Japan, with the yen at historic lows, delights luxury brands


Translated by

Roberta Herrera

Published


July 8, 2024

Luxury houses are experiencing unprecedented success in Japan. For several months now, the country has seen a record influx of tourists, including many Chinese visitors who had postponed their trips due to Covid restrictions. These visitors from around the world are particularly attracted by the weak yen, which has plummeted to its lowest level against the dollar in almost four decades, making Japan, a country known for its high costs, much more affordable. This has significantly boosted the consumption of luxury goods locally, although it also poses challenges to the Japanese economy.

Luxury leather goods maker Serapian opens its first global boutique in Tokyo – Serapian

The depreciation of the yen against the euro has further increased the influx of tourists. Since October 2023, the archipelago has returned to its pre-pandemic levels of 2019 in terms of monthly visitors. In 2023, the number of tourists increased sixfold compared to 2022, according to the Japan National Tourism Organization, and their spending reached 5.3 trillion yen (32.7 billion euros), surpassing the 2019 record of 4.8 trillion yen.

This scenario has made Japan the most attractive destination in the Asia-Pacific region for luxury tourism, especially in recent months. According to Luxurynsight, “duty-free prices in Japan compared to those in China fell from -18% in June 2023 to -24% a year later, with prices for some brands down -27%. Japan is now even more attractive than France in terms of prices,” notes the data analyst.

As a result, in the first quarter of 2024, the major luxury groups recorded exceptional growth in Japan. During this period, LVMH's sales increased by 32% in organic growth, Hermès' sales increased by 25% (the leather goods manufacturer has just opened a new store in Tokyo's Mitsukoshi Ginza shopping mall) and Prada's sales increased by 29%.

Kering's retail sales in Japan rose by 16%. Notably, Saint Laurent, which saw its global turnover fall by 8% and its retail sales by 4% in the first quarter, recorded a remarkable increase of 34% in Japan.

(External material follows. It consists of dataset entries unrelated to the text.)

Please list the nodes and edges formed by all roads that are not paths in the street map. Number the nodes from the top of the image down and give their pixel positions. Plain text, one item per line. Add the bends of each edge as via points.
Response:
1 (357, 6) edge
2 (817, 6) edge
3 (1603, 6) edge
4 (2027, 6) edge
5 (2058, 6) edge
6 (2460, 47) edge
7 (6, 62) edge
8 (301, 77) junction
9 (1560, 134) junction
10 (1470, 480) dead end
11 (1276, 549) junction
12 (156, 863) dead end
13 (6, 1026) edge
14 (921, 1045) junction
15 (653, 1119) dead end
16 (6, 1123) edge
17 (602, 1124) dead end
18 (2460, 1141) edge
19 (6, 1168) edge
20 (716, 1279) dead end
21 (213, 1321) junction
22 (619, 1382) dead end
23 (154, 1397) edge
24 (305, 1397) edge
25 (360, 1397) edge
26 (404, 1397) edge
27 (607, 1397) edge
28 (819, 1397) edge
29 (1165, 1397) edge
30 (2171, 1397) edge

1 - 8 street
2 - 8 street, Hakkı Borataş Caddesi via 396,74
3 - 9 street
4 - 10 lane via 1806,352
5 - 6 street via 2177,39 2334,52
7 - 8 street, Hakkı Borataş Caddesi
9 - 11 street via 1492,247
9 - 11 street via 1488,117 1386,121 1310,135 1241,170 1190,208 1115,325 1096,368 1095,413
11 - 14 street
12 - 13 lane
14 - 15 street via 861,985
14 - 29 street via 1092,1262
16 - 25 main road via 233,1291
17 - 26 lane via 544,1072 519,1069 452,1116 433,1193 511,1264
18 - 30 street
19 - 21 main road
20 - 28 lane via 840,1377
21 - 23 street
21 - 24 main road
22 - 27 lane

Direct sales of the “other houses” division, including Balenciaga, soared by 40%. Even Gucci's sales in Japan grew by 7%.

The gap in luxury goods prices between China and Japan widens in a year – Luxurynsight

A recent Bain & Company report highlights that tourist flows have increased by 10-15% compared to 2019, driven by an influx of new nationalities to Japan, including Americans and Europeans, alongside traditional Asian travelers (Chinese, Hong Kongers, Koreans, Taiwanese, Thais, Singaporeans, Vietnamese, etc.). “This has translated into a significant increase in tourism from around the world, benefiting both traditional destinations and emerging luxury locations across the country,” the consultancy notes.

However, Bain & Company also warns of the potential risks of this tourist rush to luxury boutiques. They warn that “crowded stores prevent local customers from shopping” and that local clientele are underserved and feel less cared for. This is especially true in the ready-to-wear sector, where “customer acquisition efforts are diverted from the all-important local customers.” The weak yen fuels inflation, causing the Japanese to limit their spending. However, wealthier consumers continue to shop, Bain & Company reminds us.

These high-net-worth individuals are often treated in the same way as tourists, even though they are central to the surge in sales of luxury jewellery, which has seen more modest price increases. Timeless leather goods have also stimulated “investment purchases” by local clientele, while benefiting from significant tourist influx. This underlines the importance of brands continuing to pamper local shoppers, especially as tourist influx could decline if the yen strengthens.

Bain & Company recommends “adjusting prices to rebalance interregional differentials, which weaken local customers’ purchasing power,” with the aim of retaining aspirational customers. Similarly, Luxurynsight emphasizes the need for luxury brands to keep a close eye on their pricing strategy and global competition, considering changes in sales taxes and local currencies to ensure a comprehensive understanding of global dynamics and business shifts.